- **WHAT TO WORK ON**
Could you output the entries that follow exactly, omitting any pictures they contain?

- **INFORMATION SUPPLIED**
================================
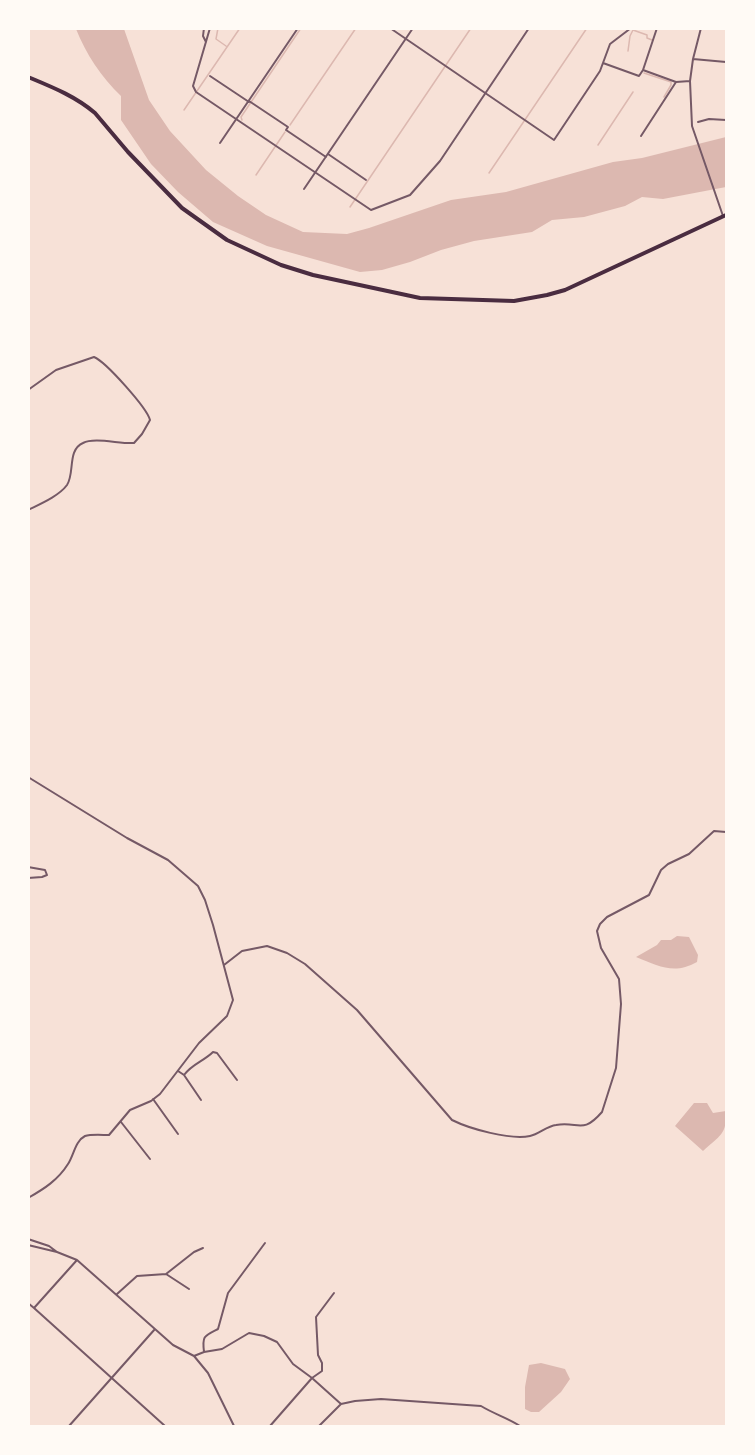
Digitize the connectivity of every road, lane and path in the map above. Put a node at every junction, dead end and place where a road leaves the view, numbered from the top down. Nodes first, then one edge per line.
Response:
1 (204, 28) edge
2 (210, 28) edge
3 (298, 28) edge
4 (390, 28) edge
5 (413, 28) edge
6 (529, 28) edge
7 (632, 28) edge
8 (657, 28) edge
9 (701, 28) edge
10 (406, 39) junction
11 (206, 42) junction
12 (693, 59) junction
13 (726, 62) edge
14 (603, 63) junction
15 (643, 70) junction
16 (210, 76) dead end
17 (28, 77) edge
18 (690, 81) junction
19 (676, 82) junction
20 (485, 93) junction
21 (249, 101) junction
22 (237, 119) junction
23 (726, 120) edge
24 (698, 122) dead end
25 (641, 136) dead end
26 (220, 143) dead end
27 (327, 156) junction
28 (315, 173) junction
29 (366, 180) dead end
30 (304, 189) dead end
31 (725, 215) edge
32 (28, 390) edge
33 (28, 510) edge
34 (28, 777) edge
35 (726, 832) edge
36 (28, 867) edge
37 (28, 878) edge
38 (224, 964) junction
39 (178, 1071) junction
40 (184, 1075) junction
41 (237, 1080) dead end
42 (153, 1099) junction
43 (201, 1100) dead end
44 (121, 1122) junction
45 (178, 1134) dead end
46 (150, 1159) dead end
47 (28, 1198) edge
48 (28, 1239) edge
49 (265, 1243) dead end
50 (28, 1245) edge
51 (203, 1248) dead end
52 (57, 1252) junction
53 (77, 1260) junction
54 (166, 1274) junction
55 (189, 1289) dead end
56 (334, 1293) dead end
57 (117, 1294) junction
58 (28, 1303) edge
59 (34, 1308) junction
60 (155, 1329) junction
61 (204, 1352) junction
62 (194, 1356) junction
63 (312, 1378) junction
64 (112, 1379) junction
65 (341, 1404) junction
66 (69, 1426) edge
67 (116, 1426) edge
68 (151, 1426) edge
69 (165, 1426) edge
70 (234, 1426) edge
71 (270, 1426) edge
72 (320, 1426) edge
73 (520, 1426) edge

1 - 11 street
2 - 11 street
3 - 21 street
4 - 10 street
5 - 10 street
6 - 20 street
7 - 14 street
8 - 15 street
9 - 12 street
10 - 20 street
10 - 27 street
11 - 22 street
12 - 13 street
12 - 18 street
14 - 15 street
14 - 20 street
15 - 19 street
16 - 21 street
17 - 31 main road
18 - 19 street
18 - 31 street
19 - 25 street
20 - 28 street
21 - 22 street
21 - 27 street
22 - 26 street
22 - 28 street
23 - 24 street
27 - 28 street
27 - 29 street
28 - 30 street
32 - 33 street
34 - 38 street
35 - 38 street
36 - 37 street
38 - 39 street
39 - 40 street
39 - 42 street
40 - 41 street
40 - 43 street
42 - 44 street
42 - 45 street
44 - 46 street
44 - 47 street
48 - 52 street
49 - 61 street
50 - 52 street
51 - 54 street
52 - 53 street
53 - 57 street
53 - 59 street
54 - 55 street
54 - 57 street
56 - 63 street
57 - 60 street
58 - 59 street
59 - 64 street
60 - 62 street
60 - 64 street
61 - 62 street
61 - 63 street
62 - 70 street
63 - 65 street
63 - 71 street
64 - 66 street
64 - 69 street
65 - 72 street
65 - 73 street
67 - 68 street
================================
- **TASK SOLUTION**
Digitize the connectivity of every road, lane and path in the map above. Put a node at every junction, dead end and place where a road leaves the view, numbered from the top down. Nodes first, then one edge per line.
Response:
1 (204, 28) edge
2 (210, 28) edge
3 (298, 28) edge
4 (390, 28) edge
5 (413, 28) edge
6 (529, 28) edge
7 (632, 28) edge
8 (657, 28) edge
9 (701, 28) edge
10 (406, 39) junction
11 (206, 42) junction
12 (693, 59) junction
13 (726, 62) edge
14 (603, 63) junction
15 (643, 70) junction
16 (210, 76) dead end
17 (28, 77) edge
18 (690, 81) junction
19 (676, 82) junction
20 (485, 93) junction
21 (249, 101) junction
22 (237, 119) junction
23 (726, 120) edge
24 (698, 122) dead end
25 (641, 136) dead end
26 (220, 143) dead end
27 (327, 156) junction
28 (315, 173) junction
29 (366, 180) dead end
30 (304, 189) dead end
31 (725, 215) edge
32 (28, 390) edge
33 (28, 510) edge
34 (28, 777) edge
35 (726, 832) edge
36 (28, 867) edge
37 (28, 878) edge
38 (224, 964) junction
39 (178, 1071) junction
40 (184, 1075) junction
41 (237, 1080) dead end
42 (153, 1099) junction
43 (201, 1100) dead end
44 (121, 1122) junction
45 (178, 1134) dead end
46 (150, 1159) dead end
47 (28, 1198) edge
48 (28, 1239) edge
49 (265, 1243) dead end
50 (28, 1245) edge
51 (203, 1248) dead end
52 (57, 1252) junction
53 (77, 1260) junction
54 (166, 1274) junction
55 (189, 1289) dead end
56 (334, 1293) dead end
57 (117, 1294) junction
58 (28, 1303) edge
59 (34, 1308) junction
60 (155, 1329) junction
61 (204, 1352) junction
62 (194, 1356) junction
63 (312, 1378) junction
64 (112, 1379) junction
65 (341, 1404) junction
66 (69, 1426) edge
67 (116, 1426) edge
68 (151, 1426) edge
69 (165, 1426) edge
70 (234, 1426) edge
71 (270, 1426) edge
72 (320, 1426) edge
73 (520, 1426) edge

1 - 11 street
2 - 11 street
3 - 21 street
4 - 10 street
5 - 10 street
6 - 20 street
7 - 14 street
8 - 15 street
9 - 12 street
10 - 20 street
10 - 27 street
11 - 22 street
12 - 13 street
12 - 18 street
14 - 15 street
14 - 20 street
15 - 19 street
16 - 21 street
17 - 31 main road
18 - 19 street
18 - 31 street
19 - 25 street
20 - 28 street
21 - 22 street
21 - 27 street
22 - 26 street
22 - 28 street
23 - 24 street
27 - 28 street
27 - 29 street
28 - 30 street
32 - 33 street
34 - 38 street
35 - 38 street
36 - 37 street
38 - 39 street
39 - 40 street
39 - 42 street
40 - 41 street
40 - 43 street
42 - 44 street
42 - 45 street
44 - 46 street
44 - 47 street
48 - 52 street
49 - 61 street
50 - 52 street
51 - 54 street
52 - 53 street
53 - 57 street
53 - 59 street
54 - 55 street
54 - 57 street
56 - 63 street
57 - 60 street
58 - 59 street
59 - 64 street
60 - 62 street
60 - 64 street
61 - 62 street
61 - 63 street
62 - 70 street
63 - 65 street
63 - 71 street
64 - 66 street
64 - 69 street
65 - 72 street
65 - 73 street
67 - 68 street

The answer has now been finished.